Inferno - Bölüm On Sekiz ♂
Yazardan Not: Bu bölüm çok olaylı, sizden bol bol paragraf arası yorum istiyorum.
İki gündür odamdan çıkmıyordum. Öfkeliydim. Ve evde herkes öfkemden kaçacak yer arıyordu. Bende odamda kalmaya karar vermiştim. Almam gereken ilaçlarla birlikte yemeklerimi yiyordum ve pansumanım için annem tarafından sıkça rahatsız ediliyordum. Üzerimdeki ilgiden sıkılmıştım. Babamın olanlar hakkında bir şeyler öğrenmek isteyişi beni geriyordu. Ayrıca tek başıma evden çıkmam da neredeyse imkansızdı... Babamın korumaları zorlamadığım sürece kapıyı açmıyorlardı, onları geçsem bile evin yakınında park edilmiş Range Rover'da korumaların beni takip edeceğini biliyordum.
Üzerimdeki kıyafetlerle birlikte yavaş bir şekilde bandajı da çıkardım. Yaralar kabuk bağlamaya başlamıştı ve en son ihtiyacım olan şey bandajla gezmekti. Derin bir nefes alarak huzurla duşa girdikten sonra rahatlayana kadar ılık suyun altında bekledim.
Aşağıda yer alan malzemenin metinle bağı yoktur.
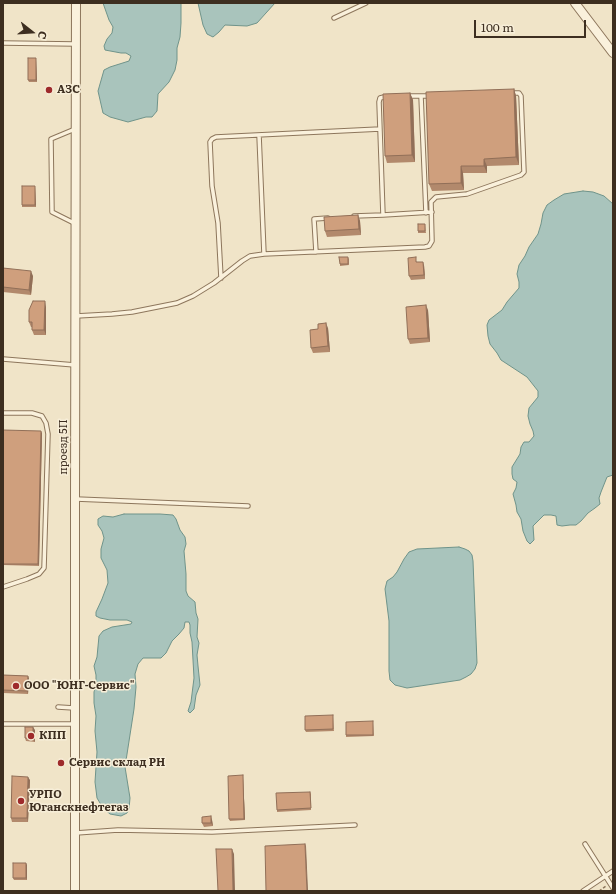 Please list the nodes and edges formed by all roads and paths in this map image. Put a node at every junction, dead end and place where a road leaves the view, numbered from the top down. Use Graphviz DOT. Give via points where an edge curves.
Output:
graph roads {
  1 [pos="76,3"];
  2 [pos="366,3"];
  3 [pos="575,3"];
  4 [pos="334,18"];
  5 [pos="3,44"];
  6 [pos="76,44"];
  7 [pos="612,48"];
  8 [pos="507,93"];
  9 [pos="406,96"];
  10 [pos="421,96"];
  11 [pos="437,96"];
  12 [pos="391,97"];
  13 [pos="76,129"];
  14 [pos="380,129"];
  15 [pos="259,135"];
  16 [pos="432,212"];
  17 [pos="426,213"];
  18 [pos="383,215"];
  19 [pos="352,216"];
  20 [pos="329,218"];
  21 [pos="76,224"];
  22 [pos="316,252"];
  23 [pos="264,254"];
  24 [pos="221,278"];
  25 [pos="76,316"];
  26 [pos="3,359"];
  27 [pos="75,365"];
  28 [pos="3,413"];
  29 [pos="75,499"];
  30 [pos="248,506"];
  31 [pos="3,587"];
  32 [pos="58,707"];
  33 [pos="74,708"];
  34 [pos="3,724"];
  35 [pos="74,724"];
  36 [pos="355,825"];
  37 [pos="74,833"];
  38 [pos="585,844"];
  39 [pos="613,872"];
  40 [pos="606,876"];
  41 [pos="613,888"];
  42 [pos="75,891"];
  43 [pos="583,891"];
  1 -- 6 [label="street, проезд 5П"];
  2 -- 4 [label="lane"];
  3 -- 7 [label="street"];
  5 -- 6 [label="lane"];
  6 -- 13 [label="street, проезд 5П"];
  8 -- 16 [label="lane" via="519,93 521,96 524,172 522,175 467,194 436,197 431,202"];
  9 -- 10 [label="lane"];
  10 -- 11 [label="lane"];
  10 -- 17 [label="lane"];
  12 -- 14 [label="lane" via="380,98"];
  13 -- 21 [label="street, проезд 5П"];
  13 -- 21 [label="lane" via="52,138 52,212"];
  14 -- 15 [label="lane"];
  14 -- 18 [label="lane"];
  15 -- 23 [label="lane"];
  15 -- 24 [label="lane" via="216,137 210,142"];
  16 -- 17 [label="lane"];
  16 -- 22 [label="lane" via="432,241 429,246"];
  17 -- 18 [label="lane"];
  18 -- 19 [label="lane"];
  20 -- 22 [label="lane" via="314,219"];
  21 -- 25 [label="street, проезд 5П"];
  22 -- 23 [label="lane"];
  23 -- 24 [label="lane" via="250,256"];
  24 -- 25 [label="lane" via="194,296 177,303 132,312"];
  25 -- 27 [label="street, проезд 5П"];
  26 -- 27 [label="lane"];
  27 -- 29 [label="street, проезд 5П"];
  28 -- 31 [label="lane" via="32,413 42,416 48,434 44,568 39,574"];
  29 -- 30 [label="lane"];
  29 -- 33 [label="street, проезд 5П"];
  32 -- 33 [label="lane"];
  33 -- 35 [label="street, проезд 5П"];
  34 -- 35 [label="lane"];
  35 -- 37 [label="street, проезд 5П" via="70,807"];
  36 -- 37 [label="lane" via="212,832 118,830"];
  37 -- 42 [label="street, проезд 5П"];
  38 -- 40 [label="lane"];
  39 -- 40 [label="lane"];
  40 -- 41 [label="lane"];
  40 -- 43 [label="lane"];
} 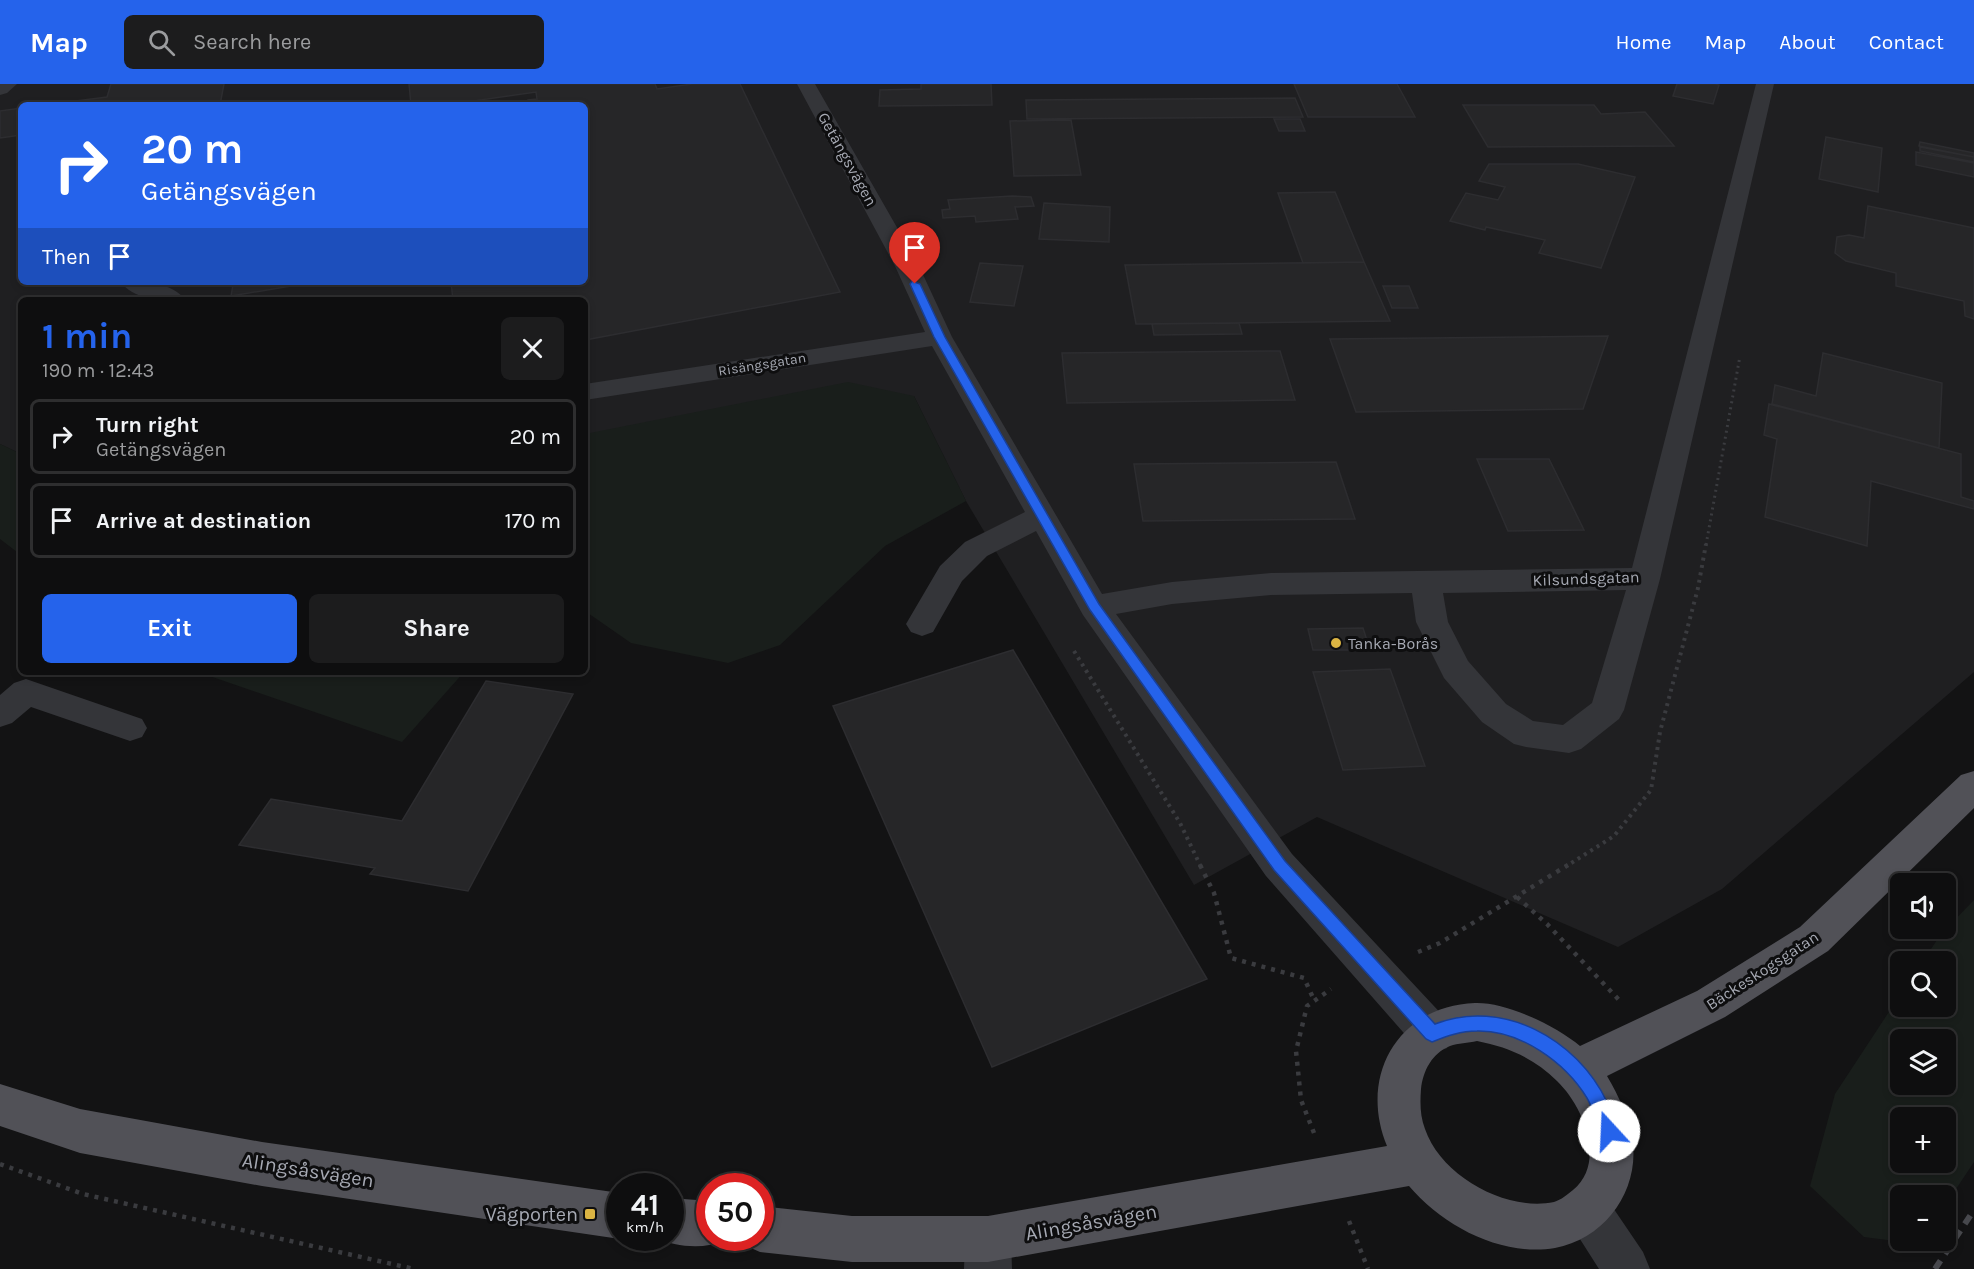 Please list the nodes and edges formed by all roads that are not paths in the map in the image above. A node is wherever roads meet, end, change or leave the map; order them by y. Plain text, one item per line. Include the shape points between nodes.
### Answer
1 (8, 84) edge
2 (806, 84) edge
3 (1765, 84) edge
4 (0, 89) edge
5 (140, 285) edge
6 (166, 297) edge
7 (940, 337) junction
8 (588, 392) edge
9 (1042, 516) junction
10 (1646, 579) junction
11 (1426, 582) junction
12 (1094, 607) junction
13 (922, 624) dead end
14 (0, 714) edge
15 (130, 728) dead end
16 (1974, 784) edge
17 (1432, 1034) junction
18 (1576, 1070) junction
19 (0, 1105) edge
20 (1418, 1162) junction
21 (1587, 1209) junction
22 (606, 1215) edge
23 (774, 1231) edge
24 (988, 1254) edge
25 (1626, 1269) edge

1 - 4 street
2 - 7 street, Getängsvägen via 907,266
3 - 10 street, Kilsundsgatan
5 - 6 street
7 - 8 street, Risängsgatan
7 - 9 street, Getängsvägen
9 - 12 street, Getängsvägen
9 - 13 street via 976,549 951,574
10 - 11 street, Kilsundsgatan
10 - 11 street via 1607,710 1569,739 1526,734 1494,713 1456,669 1446,650 1432,622
11 - 12 street, Kilsundsgatan via 1271,584 1172,593
12 - 17 street, Getängsvägen via 1279,865
14 - 15 street via 26,692
16 - 18 main road, Bäckeskogsgatan via 1814,939 1712,1004
17 - 18 main road via 1454,1025 1478,1022 1504,1026 1530,1036
17 - 20 main road via 1416,1047 1404,1065 1398,1087 1398,1112
18 - 21 main road via 1593,1092 1612,1143 1603,1192
19 - 22 main road, Alingsåsvägen via 81,1131 262,1164
20 - 21 main road via 1441,1188 1469,1210 1501,1223 1534,1228 1563,1223
20 - 24 main road, Alingsåsvägen via 1206,1202
21 - 25 street
23 - 24 main road, Alingsåsvägen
Parmak uçlarım buruşana kadar suyun tadın çıkardım. Bedenim rahatlasa bile zihnim düşüncelerden arınmıyordu. Duştan çıktıktan sonra saçlarımı küçük bir havluya sararak yatağıma çıkardığım kıyafetleri giydim. Biraz da olsa başımı dinlemek en iyisi olacaktı...
Telefonumu sessize alarak sehpaya bıraktıktan sonra üzerime hırkamı alarak odadan çıktım. Yavaş adımlarla elimden geldiğince az gürültü yapmaya özen göstererek merdivenleri indim ve evin dış kapısını aralayıp bahçedeki korumalara gözükmeden yan bahçeye sıvıştım. Taştan duvarın kenarındaki sandalyeden güç alarak kendimi duvarın üzerine iterken düşmemek adına büyük çaba sarf ediyordum. Ellerim küçük taş parçaları yüzünden yanıyordu, umursamadım. Kendimi biraz daha iterek bacaklarımı evin dış tarafına sarkıttım. Korumaların hepsi diğer tarafta kalmıştı, yakınlarda da araba gözükmüyordu. Duvarın kenarlarından tutarak aşağı sarktım. Yere ulaştığımda dizlerimdeki hafif çizikler dışında bir sorun yoktu. Şapkamı kapattıktan sonra hırkamın fermuarını da çekerek hızlı adımlarla evden uzaklaşmaya başladım.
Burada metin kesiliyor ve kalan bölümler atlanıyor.